No Prob. I DO believe I have a clear understanding, but explaining it isn't quite that easy.
There is no (comparable) vacuum on that side of the throttle plate with the throttle closed. At idle, the is more vacuum on the intake side of the TB, than on the filter side of the TB. So, air is actually travelling the path I described.
Further, even with the throttle open, there is no other place for air to ENTER the crankcase. If you are going to pull air through the tube on the valve cover, where is the air going to come from? The PCV valve is drawing from the crankcase, and the only path INTO the crankcase is through the air filter. Everything else is sealed up. So, when the throttle is open, the PCV system is just not as effective, as there is more vacuum in the tube to the TB. Still, if you put a guage on each side of the TB, you'l still have more vacuum on the engine side, so the PCV system would still draw through the tube on the V/C.
Take a tin can, poke a hole at each end, and suck through one of the hole. The other hole is where the air comes in. Same in the engine.

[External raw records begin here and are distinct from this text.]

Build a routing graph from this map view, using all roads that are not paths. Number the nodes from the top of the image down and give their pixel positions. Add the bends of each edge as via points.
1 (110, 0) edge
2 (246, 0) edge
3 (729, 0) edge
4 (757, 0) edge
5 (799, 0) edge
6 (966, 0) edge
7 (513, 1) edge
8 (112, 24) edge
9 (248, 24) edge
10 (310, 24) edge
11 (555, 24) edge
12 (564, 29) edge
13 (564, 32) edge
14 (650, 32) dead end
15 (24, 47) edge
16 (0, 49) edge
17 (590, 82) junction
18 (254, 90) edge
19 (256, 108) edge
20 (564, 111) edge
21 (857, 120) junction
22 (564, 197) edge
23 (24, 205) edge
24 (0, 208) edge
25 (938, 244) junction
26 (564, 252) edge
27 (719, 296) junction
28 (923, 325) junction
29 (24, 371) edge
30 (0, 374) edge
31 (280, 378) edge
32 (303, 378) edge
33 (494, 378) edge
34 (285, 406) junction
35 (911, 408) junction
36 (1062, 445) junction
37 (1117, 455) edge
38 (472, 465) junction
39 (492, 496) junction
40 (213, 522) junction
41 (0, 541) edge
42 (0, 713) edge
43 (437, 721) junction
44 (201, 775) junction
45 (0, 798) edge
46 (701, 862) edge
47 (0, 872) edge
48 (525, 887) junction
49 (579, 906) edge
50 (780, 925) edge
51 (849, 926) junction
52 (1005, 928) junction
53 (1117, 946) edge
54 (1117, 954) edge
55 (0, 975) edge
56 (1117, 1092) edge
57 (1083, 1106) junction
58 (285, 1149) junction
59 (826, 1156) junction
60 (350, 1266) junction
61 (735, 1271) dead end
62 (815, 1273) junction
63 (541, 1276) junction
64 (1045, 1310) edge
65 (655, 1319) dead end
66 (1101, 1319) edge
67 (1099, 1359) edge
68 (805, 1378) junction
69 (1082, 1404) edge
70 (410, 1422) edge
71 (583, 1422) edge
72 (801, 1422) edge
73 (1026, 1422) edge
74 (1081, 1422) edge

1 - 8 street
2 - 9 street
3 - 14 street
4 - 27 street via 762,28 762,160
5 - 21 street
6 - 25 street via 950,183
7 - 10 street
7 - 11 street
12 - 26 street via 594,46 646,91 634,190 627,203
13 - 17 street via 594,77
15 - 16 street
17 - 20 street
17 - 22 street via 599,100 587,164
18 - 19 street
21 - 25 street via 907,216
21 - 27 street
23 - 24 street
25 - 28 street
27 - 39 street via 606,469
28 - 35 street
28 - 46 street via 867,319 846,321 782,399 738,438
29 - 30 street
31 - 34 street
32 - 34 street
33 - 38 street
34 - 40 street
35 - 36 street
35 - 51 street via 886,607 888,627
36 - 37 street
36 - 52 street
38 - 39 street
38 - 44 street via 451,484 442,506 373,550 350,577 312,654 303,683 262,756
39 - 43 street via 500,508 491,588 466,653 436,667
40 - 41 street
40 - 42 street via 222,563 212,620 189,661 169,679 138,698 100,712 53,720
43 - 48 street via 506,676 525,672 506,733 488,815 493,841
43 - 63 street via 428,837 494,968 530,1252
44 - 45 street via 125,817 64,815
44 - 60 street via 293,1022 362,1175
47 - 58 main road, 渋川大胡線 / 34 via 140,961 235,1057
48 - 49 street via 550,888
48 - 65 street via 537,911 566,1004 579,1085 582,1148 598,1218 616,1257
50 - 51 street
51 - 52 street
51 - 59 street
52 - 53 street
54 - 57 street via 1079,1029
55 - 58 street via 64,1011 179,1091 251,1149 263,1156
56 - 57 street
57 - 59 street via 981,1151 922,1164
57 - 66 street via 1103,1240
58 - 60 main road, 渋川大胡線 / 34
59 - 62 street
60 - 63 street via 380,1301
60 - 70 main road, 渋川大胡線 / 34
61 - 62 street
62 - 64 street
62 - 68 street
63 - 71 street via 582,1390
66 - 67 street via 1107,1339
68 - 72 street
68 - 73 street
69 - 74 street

As far as leaing out one side versus the other, that is not how it works. The crankcase is seperate from the combustion chamber. the PCV is drawing air from the crankcase, into the intake to go to the combuston chamber. The combustion chamber is creating the vacuum in the intake. They are seald from the crankcase by the piston rings. That is what blow-by is. Combustion chamber air getting past the rings into the crankcase. It leans out the engine because the air ENTERING the intake through the PCV valve is no getting measured by the MAF, if you just put a breather cap on the valve cover.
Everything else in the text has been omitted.